保险纠纷 2020-03-23 07:41 人浏览
共3位律师解答

  • 1、就诊医院不同医疗保险报销比例不同:假如一个人在医院用了10000元,如果是在一级医院就诊住院,那么就先减去500元;如果是在二级医院就诊住院,就先减去1000元;如果是三级医院就诊住院,就先减去2000元;之后再剔除“非医保用药费用”及“其它非医保范围费用”,剩下在职人员报80%,退休或者失业、无业50%。(注:医保报销只保甲类药品即医保用药,乙类为非医保用不可报销)。

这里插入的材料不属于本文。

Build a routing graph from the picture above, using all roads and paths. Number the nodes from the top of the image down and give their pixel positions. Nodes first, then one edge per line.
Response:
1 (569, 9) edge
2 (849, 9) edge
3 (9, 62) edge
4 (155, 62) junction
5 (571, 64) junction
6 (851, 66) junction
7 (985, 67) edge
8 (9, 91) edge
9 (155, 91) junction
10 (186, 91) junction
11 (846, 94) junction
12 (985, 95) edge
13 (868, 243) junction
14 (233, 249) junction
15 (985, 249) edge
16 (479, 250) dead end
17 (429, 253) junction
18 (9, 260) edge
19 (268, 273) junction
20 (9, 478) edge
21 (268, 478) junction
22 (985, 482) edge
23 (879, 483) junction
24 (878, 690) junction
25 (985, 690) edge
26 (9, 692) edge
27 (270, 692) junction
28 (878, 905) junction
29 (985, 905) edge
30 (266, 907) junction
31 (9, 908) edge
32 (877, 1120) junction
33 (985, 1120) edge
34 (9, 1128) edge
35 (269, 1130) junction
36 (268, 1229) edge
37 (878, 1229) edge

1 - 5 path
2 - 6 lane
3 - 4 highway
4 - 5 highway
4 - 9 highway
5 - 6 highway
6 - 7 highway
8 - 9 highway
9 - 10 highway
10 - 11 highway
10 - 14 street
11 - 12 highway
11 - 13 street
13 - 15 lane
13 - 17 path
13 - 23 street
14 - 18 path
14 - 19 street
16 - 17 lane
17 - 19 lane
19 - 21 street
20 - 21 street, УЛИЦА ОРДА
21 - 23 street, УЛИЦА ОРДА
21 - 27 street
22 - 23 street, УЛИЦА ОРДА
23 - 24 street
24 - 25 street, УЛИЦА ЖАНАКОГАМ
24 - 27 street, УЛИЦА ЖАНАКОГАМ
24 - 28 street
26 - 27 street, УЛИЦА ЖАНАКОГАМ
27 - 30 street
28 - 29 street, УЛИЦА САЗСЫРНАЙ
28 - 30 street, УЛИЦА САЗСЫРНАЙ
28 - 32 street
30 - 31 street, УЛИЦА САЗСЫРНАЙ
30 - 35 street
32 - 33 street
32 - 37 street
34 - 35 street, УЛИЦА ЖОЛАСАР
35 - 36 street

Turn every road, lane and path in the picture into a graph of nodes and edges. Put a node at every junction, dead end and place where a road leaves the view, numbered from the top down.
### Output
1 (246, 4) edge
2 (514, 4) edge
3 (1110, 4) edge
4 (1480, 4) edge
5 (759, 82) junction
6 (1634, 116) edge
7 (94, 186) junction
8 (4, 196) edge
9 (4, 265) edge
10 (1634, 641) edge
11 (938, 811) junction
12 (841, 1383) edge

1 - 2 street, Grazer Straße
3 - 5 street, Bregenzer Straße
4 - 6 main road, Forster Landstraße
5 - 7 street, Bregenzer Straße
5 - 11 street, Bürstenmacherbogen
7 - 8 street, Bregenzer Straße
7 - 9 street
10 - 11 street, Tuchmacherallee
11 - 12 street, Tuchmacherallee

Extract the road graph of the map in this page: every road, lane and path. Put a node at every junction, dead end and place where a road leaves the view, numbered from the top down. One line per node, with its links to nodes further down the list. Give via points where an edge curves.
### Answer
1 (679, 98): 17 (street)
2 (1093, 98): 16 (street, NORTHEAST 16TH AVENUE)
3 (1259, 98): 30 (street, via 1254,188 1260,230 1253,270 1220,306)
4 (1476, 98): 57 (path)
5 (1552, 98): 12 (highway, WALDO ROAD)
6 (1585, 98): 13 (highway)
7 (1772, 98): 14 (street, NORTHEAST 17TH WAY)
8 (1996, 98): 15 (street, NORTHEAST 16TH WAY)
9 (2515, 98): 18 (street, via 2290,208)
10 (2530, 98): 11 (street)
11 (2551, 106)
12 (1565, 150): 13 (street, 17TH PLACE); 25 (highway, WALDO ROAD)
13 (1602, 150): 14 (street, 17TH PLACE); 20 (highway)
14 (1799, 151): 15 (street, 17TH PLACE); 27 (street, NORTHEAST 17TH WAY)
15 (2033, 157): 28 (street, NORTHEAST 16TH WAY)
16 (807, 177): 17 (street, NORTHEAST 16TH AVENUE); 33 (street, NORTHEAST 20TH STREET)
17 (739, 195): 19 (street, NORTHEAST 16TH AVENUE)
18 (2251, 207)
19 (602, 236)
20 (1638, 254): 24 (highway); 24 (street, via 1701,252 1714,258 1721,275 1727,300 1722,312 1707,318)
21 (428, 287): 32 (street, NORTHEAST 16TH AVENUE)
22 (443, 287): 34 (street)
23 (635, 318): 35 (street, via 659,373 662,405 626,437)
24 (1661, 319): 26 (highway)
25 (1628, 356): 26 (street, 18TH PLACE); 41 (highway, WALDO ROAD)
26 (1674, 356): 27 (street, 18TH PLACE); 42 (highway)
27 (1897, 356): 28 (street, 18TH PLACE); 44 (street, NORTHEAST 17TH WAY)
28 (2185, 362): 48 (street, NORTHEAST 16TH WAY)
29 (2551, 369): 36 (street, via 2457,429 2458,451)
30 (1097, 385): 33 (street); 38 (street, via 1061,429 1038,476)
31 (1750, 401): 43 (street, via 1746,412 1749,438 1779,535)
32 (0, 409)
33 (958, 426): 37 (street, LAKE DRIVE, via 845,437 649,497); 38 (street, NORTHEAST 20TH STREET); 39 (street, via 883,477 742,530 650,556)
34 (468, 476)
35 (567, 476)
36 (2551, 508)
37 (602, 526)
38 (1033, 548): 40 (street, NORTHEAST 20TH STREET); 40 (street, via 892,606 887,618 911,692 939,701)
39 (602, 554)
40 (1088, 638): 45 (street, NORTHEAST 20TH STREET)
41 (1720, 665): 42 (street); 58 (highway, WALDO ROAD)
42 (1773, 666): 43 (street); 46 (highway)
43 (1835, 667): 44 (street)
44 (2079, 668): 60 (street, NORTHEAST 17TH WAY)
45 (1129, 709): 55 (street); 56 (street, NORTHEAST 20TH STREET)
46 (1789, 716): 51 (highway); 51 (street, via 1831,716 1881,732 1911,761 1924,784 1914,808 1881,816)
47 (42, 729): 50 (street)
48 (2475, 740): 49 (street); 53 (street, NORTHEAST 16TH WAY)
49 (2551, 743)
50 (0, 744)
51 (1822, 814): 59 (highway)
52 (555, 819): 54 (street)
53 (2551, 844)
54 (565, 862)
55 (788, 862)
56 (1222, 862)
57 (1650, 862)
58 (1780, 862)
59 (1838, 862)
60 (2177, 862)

    2、在职员工住院医疗报销报销比例医保住院,总费用除开自费部分、乙类费用先自付10%之后,超过医院医保门槛费的部分,享受统筹支付比例医院级别不同门槛费不同,享受统筹支付的比例也不同。职工医疗保险的比例百分之八十几(武汉市82%/84%/87%),居民医疗保险的比例70%左右(武汉市80%/65%/50%)。
    3、社会保障卡并没有调整任何医疗报销的比例,根据2005年出台的《北京市基本医疗保险规定》,70岁以下退休人员的社会补充医疗保险为50%,而在缴费机构进行报销手续的时候,是需要准备医疗保险手册的复印件、诊疗费单据、收据、明细等。
  • 医保报销:
    (一)报销范围:参保人员在个人选择的医疗保险定搜索点医院或专科医院,中医医院和A类医院发生的住院费用;
    (二)报销比例:一个自然年度内首次住院起付标准为1300元,以后每次650元。支付比例分三个档,以三级医院为例,起伏标准:3万元,在职85%,退休91%,3万-4万在职90%,退休94%,4万以上,在职95%,退休97%。
    普通住院90天为一个结算周期。精神病住院360天为一个结算周期,起伏标准减半。一个自然年度内统筹基金支付最高7万元。住院大额最高支付10万元,住院大额的支付比例一律为70%;
    (三)就医管理:如单位足额交费,个人只需交纳部分住院预付金,即可办理住院手续。
    发生的医疗费用要符合医疗保险三大目录库的范围;
    (四)报销流程:出院时医院与个人结算清自费和自负部分金额,统筹基金报销金额由医院与区医保中心结算。
  • 医疗保险是为补偿疾病所带来的医疗费用的一种保险。职工因疾病、负伤、生育时,由社会或企业提供必要的医疗服务或物质帮助的社会保险。如中国的公费医疗、劳保医疗。中国职工的医疗费用由国家、单位和个人共同负担,以减轻企业负担,避免浪费。
      按照国务院规定,职工基本医疗保险制度覆盖城镇所有用人单位包括企业(国有企业、集体企业、外商投资企业、私营企业等)、机关、事业单位、社会团体、民办非企业单位及其职工。
    必须参加城镇职工基本医疗保险的单位和职工,既包括机关事业单位也包括城镇各类企业,既包括国有经济也包括非国有经济单位,既包括效益好的企业也包括困难企业。这是目前我国社会保险制度中覆盖范围最广的保险制度之一。
      但对乡镇企业及其职工、城镇个体经济组织业主及其从业人员是否参加基本医疗保险,国务院没有作硬性规定,而是由各省、自治区、直辖市人民政府确定。这主要是考虑到这部分人群管理的能力和医疗保险本身的特殊性。